The importance of being proactive when offering ‘consultancy’ services is well attested.

In the COVID-19 environment I would almost guarantee that similar calls to your clients would unearth concerns that otherwise would not be addressed until after lockdown, and potentially too late to resolve.

Mediation and not litigation – But litigation where necessary

Food chain hierarchy’ matters in business and having a solicitor support your negotiations can help.

Unfortunately I fear that the collective harmony that we have witnessed over recent months may well vanish when we emerge from lockdown. Broken contracts will be seen as a quick way to bolster a balance sheet and I fear a significant increase in litigation.

Empty bank balances will spark litigation. Big fish further up the food chain are already acting to bolster their cash flow by holding smaller companies to account, to contracts which they have plainly been unable to fulfil. Few predominantly small to medium sized business are prepared for what could be a deluge of litigation claims against them.

Protected claims may be a necessary step for certain businesses, especially given that the limitation period of six years for contracts will still start immediately, regardless of the fact that the Courts will have a backlog of cases when they reopen.

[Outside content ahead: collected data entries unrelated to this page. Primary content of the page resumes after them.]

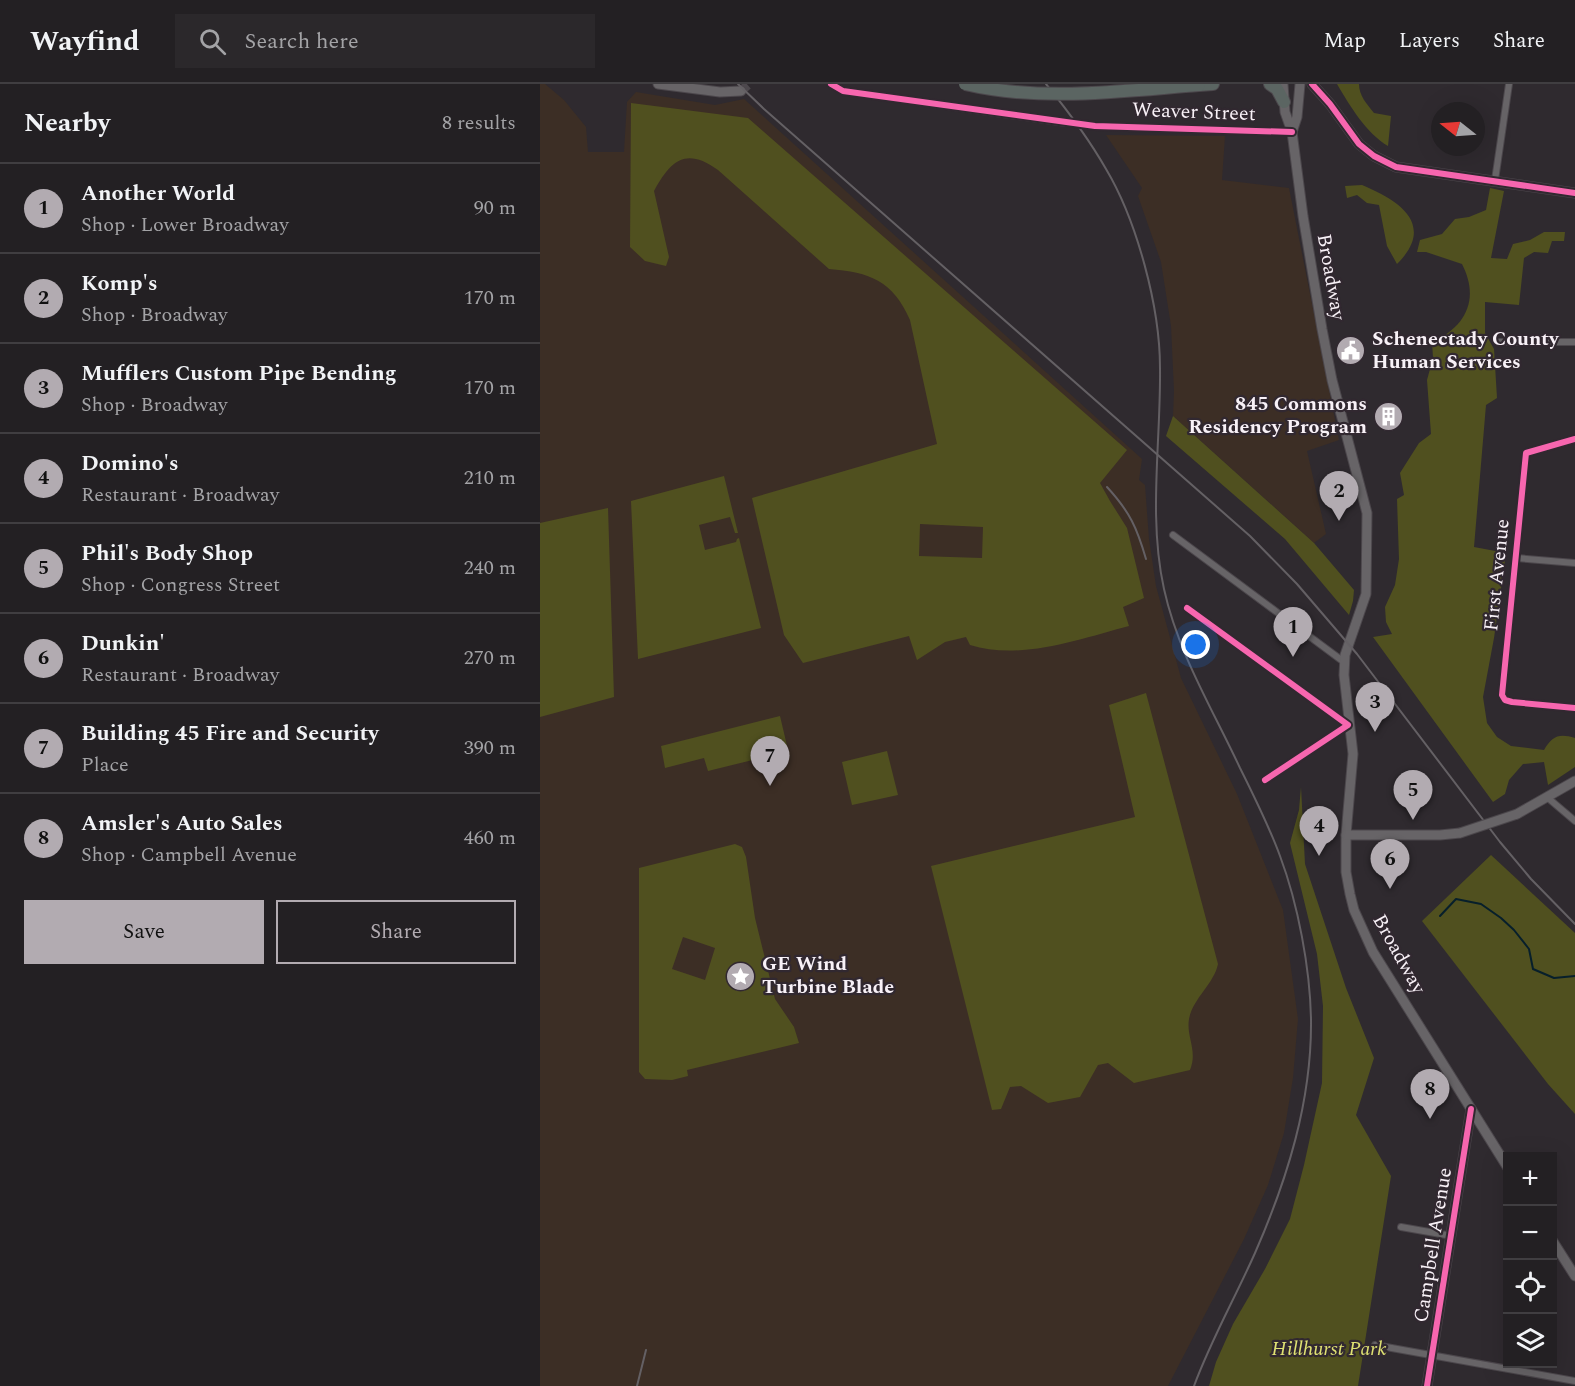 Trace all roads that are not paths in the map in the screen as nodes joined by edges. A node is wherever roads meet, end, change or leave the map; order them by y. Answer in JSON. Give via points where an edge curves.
{"nodes":[{"id":1,"x":658,"y":84,"type":"edge"},
{"id":2,"x":831,"y":84,"type":"edge"},
{"id":3,"x":965,"y":84,"type":"edge"},
{"id":4,"x":1213,"y":84,"type":"edge"},
{"id":5,"x":1270,"y":84,"type":"edge"},
{"id":6,"x":1283,"y":84,"type":"edge"},
{"id":7,"x":1300,"y":84,"type":"edge"},
{"id":8,"x":1312,"y":84,"type":"edge"},
{"id":9,"x":1509,"y":84,"type":"edge"},
{"id":10,"x":1199,"y":85,"type":"edge"},
{"id":11,"x":741,"y":91,"type":"tunnel mouth"},
{"id":12,"x":1284,"y":102,"type":"junction"},
{"id":13,"x":1066,"y":123,"type":"tunnel mouth"},
{"id":14,"x":1095,"y":126,"type":"tunnel mouth"},
{"id":15,"x":1292,"y":132,"type":"junction"},
{"id":16,"x":1495,"y":180,"type":"junction"},
{"id":17,"x":1575,"y":193,"type":"edge"},
{"id":18,"x":1498,"y":342,"type":"dead end"},
{"id":19,"x":1575,"y":342,"type":"edge"},
{"id":20,"x":1575,"y":439,"type":"edge"},
{"id":21,"x":1173,"y":535,"type":"dead end"},
{"id":22,"x":1516,"y":558,"type":"junction"},
{"id":23,"x":1575,"y":563,"type":"edge"},
{"id":24,"x":1187,"y":608,"type":"dead end"},
{"id":25,"x":1344,"y":662,"type":"junction"},
{"id":26,"x":1575,"y":708,"type":"edge"},
{"id":27,"x":1348,"y":725,"type":"junction"},
{"id":28,"x":1266,"y":780,"type":"dead end"},
{"id":29,"x":1575,"y":781,"type":"edge"},
{"id":30,"x":1548,"y":798,"type":"junction"},
{"id":31,"x":1575,"y":821,"type":"edge"},
{"id":32,"x":1346,"y":835,"type":"junction"},
{"id":33,"x":1471,"y":1109,"type":"junction"},
{"id":34,"x":1503,"y":1160,"type":"edge"},
{"id":35,"x":1401,"y":1227,"type":"dead end"},
{"id":36,"x":1452,"y":1236,"type":"junction"},
{"id":37,"x":1557,"y":1248,"type":"edge"},
{"id":38,"x":1575,"y":1276,"type":"edge"},
{"id":39,"x":1375,"y":1345,"type":"dead end"},
{"id":40,"x":1432,"y":1355,"type":"junction"},
{"id":41,"x":1575,"y":1381,"type":"edge"},
{"id":42,"x":1427,"y":1386,"type":"edge"}],
"edges":[{"from":1,"to":11,"type":"main road","via":[[720,93]]},
{"from":2,"to":13,"type":"street","via":[[843,91]]},
{"from":3,"to":10,"type":"highway","bridge":true,"via":[[1007,91],[1068,93]]},
{"from":4,"to":10,"type":"highway"},
{"from":5,"to":12,"type":"highway","via":[[1278,89]]},
{"from":6,"to":12,"type":"main road","name":"Broadway"},
{"from":7,"to":15,"type":"main road","name":"Broadway","via":[[1298,117]]},
{"from":8,"to":16,"type":"main road","via":[[1359,144],[1374,156],[1396,167]]},
{"from":9,"to":16,"type":"street"},
{"from":12,"to":15,"type":"main road","name":"Broadway"},
{"from":14,"to":15,"type":"street","name":"Weaver Street"},
{"from":15,"to":25,"type":"main road","name":"Broadway","via":[[1301,207],[1332,380],[1366,508],[1366,594]]},
{"from":16,"to":17,"type":"main road"},
{"from":18,"to":19,"type":"street"},
{"from":20,"to":22,"type":"street","name":"First Avenue","via":[[1526,453]]},
{"from":21,"to":25,"type":"street"},
{"from":22,"to":23,"type":"street"},
{"from":22,"to":26,"type":"street","name":"First Avenue","via":[[1502,695],[1505,700]]},
{"from":24,"to":27,"type":"street"},
{"from":25,"to":27,"type":"main road","name":"Broadway"},
{"from":27,"to":28,"type":"street"},
{"from":27,"to":32,"type":"main road","name":"Broadway","via":[[1353,754]]},
{"from":29,"to":30,"type":"main road"},
{"from":30,"to":31,"type":"street"},
{"from":30,"to":32,"type":"main road","bridge":true,"via":[[1517,814],[1460,833]]},
{"from":32,"to":33,"type":"main road","name":"Broadway","via":[[1350,894],[1369,943]]},
{"from":33,"to":34,"type":"main road","name":"Broadway"},
{"from":33,"to":36,"type":"main road","name":"Campbell Avenue"},
{"from":35,"to":36,"type":"street"},
{"from":36,"to":40,"type":"main road","name":"Campbell Avenue"},
{"from":37,"to":38,"type":"main road"},
{"from":39,"to":40,"type":"street"},
{"from":40,"to":41,"type":"street"},
{"from":40,"to":42,"type":"main road","name":"Campbell Avenue"}]}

Pre-emptive discussions with litigation funders may also be necessary as business cash flows may not necessarily be able to support prolonged and expensive cases.

Charging like a bull, or a Smart Watch

How you charge for your services will depend on a company’s specific circumstances. A revenue stream based on consultancy alone is unlikely to be successful but in the current market offering a helping hand could reap short and long term business benefits. Even before the pandemic, my experience was that offering some level of business consultancy for free was commercially beneficial.

Legal Doves, not Eagles

This pandemic has put our clients, businesses, homes and health at risk. How we react to their situations now will have long term implications to our standing in the future. In these dark days, this really is our moment to shine.